Elizabeth Lipski, author of Digestive Wellness, recommends that already healthy people can maintain their healthy bacteria by eating cultured foods, but says supplements are necessary when disease producing microbes have colonized.

Dr. Haas makes a similar recommendation in his book, Staying Healthy with Nutrition, by recommending probiotics for use after a course of antibiotics or to treat yeast overgrowth, otherwise, he says, “I recommend them for one to two weeks once or twice a year…”.

It’s important to note that probiotics do not all have the same quality.

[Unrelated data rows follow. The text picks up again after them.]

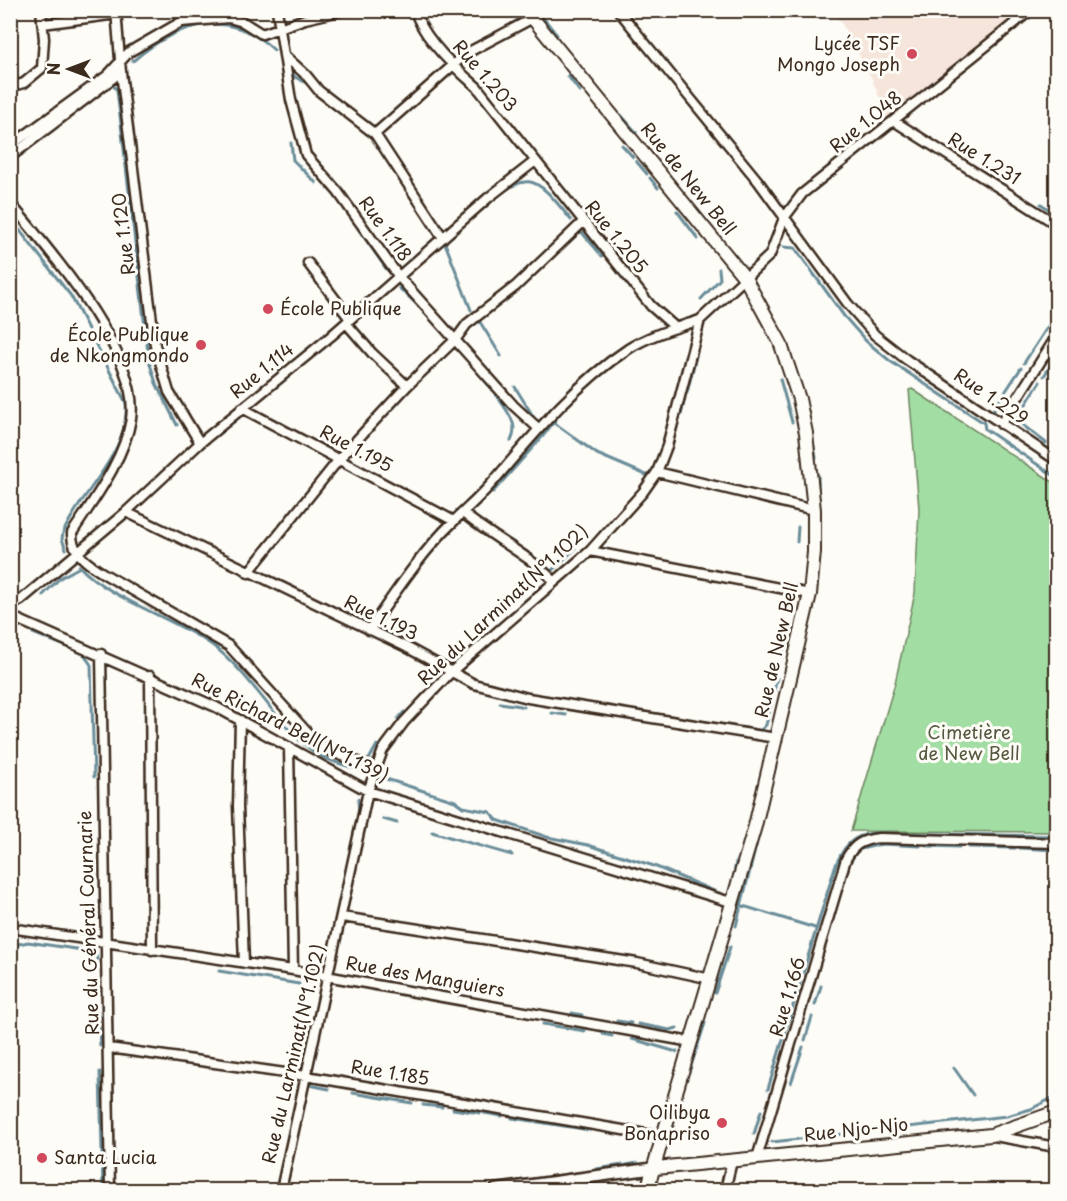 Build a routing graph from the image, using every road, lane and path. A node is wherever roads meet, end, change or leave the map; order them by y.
1 (41, 10) edge
2 (277, 10) edge
3 (344, 10) edge
4 (415, 10) edge
5 (618, 10) edge
6 (1031, 10) edge
7 (117, 12) edge
8 (530, 14) edge
9 (43, 24) junction
10 (279, 29) junction
11 (283, 54) junction
12 (120, 60) junction
13 (453, 67) junction
14 (122, 72) junction
15 (10, 87) edge
16 (894, 121) junction
17 (375, 134) junction
18 (10, 146) edge
19 (10, 157) edge
20 (534, 162) junction
21 (10, 203) edge
22 (784, 218) junction
23 (583, 222) junction
24 (1056, 224) edge
25 (443, 238) junction
26 (308, 263) dead end
27 (399, 276) junction
28 (745, 278) junction
29 (700, 320) junction
30 (348, 321) junction
31 (676, 328) junction
32 (1056, 337) edge
33 (456, 339) junction
34 (407, 386) junction
35 (243, 408) junction
36 (1001, 424) junction
37 (538, 428) junction
38 (200, 443) junction
39 (340, 458) junction
40 (1056, 460) edge
41 (657, 472) junction
42 (814, 510) junction
43 (126, 512) junction
44 (464, 514) junction
45 (453, 521) junction
46 (590, 551) junction
47 (78, 552) junction
48 (248, 573) junction
49 (554, 581) junction
50 (810, 594) junction
51 (10, 606) edge
52 (10, 616) edge
53 (369, 630) junction
54 (101, 654) junction
55 (451, 672) junction
56 (150, 676) junction
57 (240, 720) junction
58 (776, 738) junction
59 (289, 747) junction
60 (374, 768) junction
61 (368, 791) junction
62 (1056, 843) edge
63 (734, 903) junction
64 (342, 916) junction
65 (10, 928) edge
66 (105, 943) junction
67 (152, 950) junction
68 (244, 963) junction
69 (293, 970) junction
70 (329, 977) junction
71 (711, 979) junction
72 (691, 1042) junction
73 (109, 1048) junction
74 (306, 1076) junction
75 (1056, 1112) edge
76 (991, 1135) junction
77 (664, 1137) junction
78 (1056, 1147) edge
79 (757, 1158) junction
80 (732, 1161) junction
81 (656, 1168) junction
82 (110, 1191) edge
83 (281, 1191) edge
84 (495, 1191) edge
85 (647, 1191) edge
86 (725, 1191) edge

1 - 9 street
2 - 10 street, Rue 1.118
3 - 10 street
4 - 13 street, Rue 1.203
5 - 22 street, Rue 1.229
6 - 16 street, Rue 1.048
7 - 9 street
7 - 12 street, Rue 1.120
8 - 13 street
8 - 28 main road, Rue de New Bell
9 - 15 street
10 - 11 street, Rue 1.118
10 - 12 street
11 - 17 street
11 - 27 street, Rue 1.118
12 - 14 street, Rue 1.120
12 - 18 street
13 - 17 street
13 - 20 street, Rue 1.203
14 - 19 street
14 - 38 street, Rue 1.120
16 - 22 street, Rue 1.048
16 - 24 street, Rue 1.231
17 - 25 street
20 - 23 street, Rue 1.205
20 - 25 street, Rue 1.114
21 - 47 street
22 - 28 street, Rue 1.048
22 - 36 street, Rue 1.229
23 - 31 street, Rue 1.205
23 - 33 street
25 - 27 street, Rue 1.114
26 - 30 street
27 - 30 street, Rue 1.114
27 - 33 street, Rue 1.118
28 - 29 street
28 - 42 main road, Rue de New Bell
29 - 31 street
29 - 41 street, Rue du Larminat(N°1.102)
30 - 34 street
30 - 35 street, Rue 1.114
31 - 37 street
32 - 36 street
33 - 34 street
33 - 37 street, Rue 1.118
34 - 39 street
35 - 38 street, Rue 1.114
35 - 39 street, Rue 1.195
36 - 40 street, Rue 1.229
37 - 44 street
38 - 43 street, Rue 1.114
39 - 45 street, Rue 1.195
39 - 48 street
41 - 42 street
41 - 46 street, Rue du Larminat(N°1.102)
42 - 50 main road, Rue de New Bell
43 - 47 street, Rue 1.114
43 - 48 street, Rue 1.193
44 - 45 street
44 - 49 street
45 - 53 street
46 - 49 street, Rue du Larminat(N°1.102)
46 - 50 street
47 - 51 street, Rue 1.114
47 - 60 street
48 - 53 street, Rue 1.193
49 - 55 street, Rue du Larminat(N°1.102)
50 - 58 main road, Rue de New Bell
52 - 54 street, Rue Richard Bell(N°1.139)
53 - 55 street, Rue 1.193
54 - 56 street, Rue Richard Bell(N°1.139)
54 - 66 street, Rue du Général Cournarie
55 - 58 street, Rue 1.193
55 - 60 street, Rue du Larminat(N°1.102)
56 - 57 street, Rue Richard Bell(N°1.139)
56 - 67 street
57 - 59 street, Rue Richard Bell(N°1.139)
57 - 68 street
58 - 63 main road, Rue de New Bell
59 - 61 street, Rue Richard Bell(N°1.139)
59 - 69 street
60 - 61 street, Rue du Larminat(N°1.102)
61 - 63 street, Rue Richard Bell(N°1.139)
61 - 64 street, Rue du Larminat(N°1.102)
62 - 79 street, Rue 1.166
63 - 71 main road, Rue de New Bell
64 - 70 street, Rue du Larminat(N°1.102)
64 - 71 street
65 - 66 street, Rue des Manguiers
66 - 67 street, Rue des Manguiers
66 - 73 street, Rue du Général Cournarie
67 - 68 street, Rue des Manguiers
68 - 69 street, Rue des Manguiers
69 - 70 street, Rue des Manguiers
70 - 72 street, Rue des Manguiers
70 - 74 street, Rue du Larminat(N°1.102)
71 - 72 main road, Rue de New Bell
72 - 77 main road, Rue de New Bell
73 - 74 street, Rue 1.185
73 - 82 street, Rue du Général Cournarie
74 - 77 street, Rue 1.185
74 - 83 street, Rue du Larminat(N°1.102)
75 - 76 main road, Rue Njo-Njo
76 - 78 street
76 - 79 main road, Rue Njo-Njo
77 - 81 main road, Rue de New Bell
79 - 80 main road, Rue Njo-Njo
80 - 81 main road, Rue Njo-Njo
80 - 86 street
81 - 84 street
81 - 85 main road, Rue de New Bell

Some guidelines for choosing probiotics are:

  • Probiotics requiring refrigeration at the store and at home tend to be the best
  • Accompanying probiotics with prebiotics may be more effective since this provides food for the bacteria once they they enter your digestive system
  • Probiotics that include several strains are helpful

Elizabeth Lipski also emphasizes in her book, Digestive Wellness the following tips:

  • Different combinations will work for different people and to a greater or lesser effect.
  • You’ll have to experiment with different brands and see which are most helpful.
  • Remember to begin with a small dosage and increase slowly. You are changing your gut ecology and you want to do it gradually.

Another important aspect to taking probiotics that Elizabeth Lipski points out is that it’s not necessarily a bad sign if the supplements cause a sudden bloating, diarrhea, gas, or worsening of symptoms. She explains that, as the bad bacteria and fungus die, they release chemicals that aggravate symptoms. If this happens, she recommends beginning again and building up slowly.

Naturopath Linda Page suggests that probiotic supplements are not for everyone because each person’s digestive system is highly individual. She recommends getting probiotic bacteria from food and by supplementing with prebiotics.

The good side to this new dietary supplement is that probiotics have no toxic effects and the American Cancer Society addresses the safety of one of the more popular probiotics strains, Lactobacillus acidophilus, by stating that; except in rare cases acidophilus is safe.

Probiotics and Fertility Conclusion

Although, I haven’t covered them in detail here prebiotics are also available in supplemental form.

For my next blog I’ll be writing about how I’m getting probiotics and prebiotics, how my body likes/dislikes them along with a list of some helpful resources. Until then, happy bacteria consumption.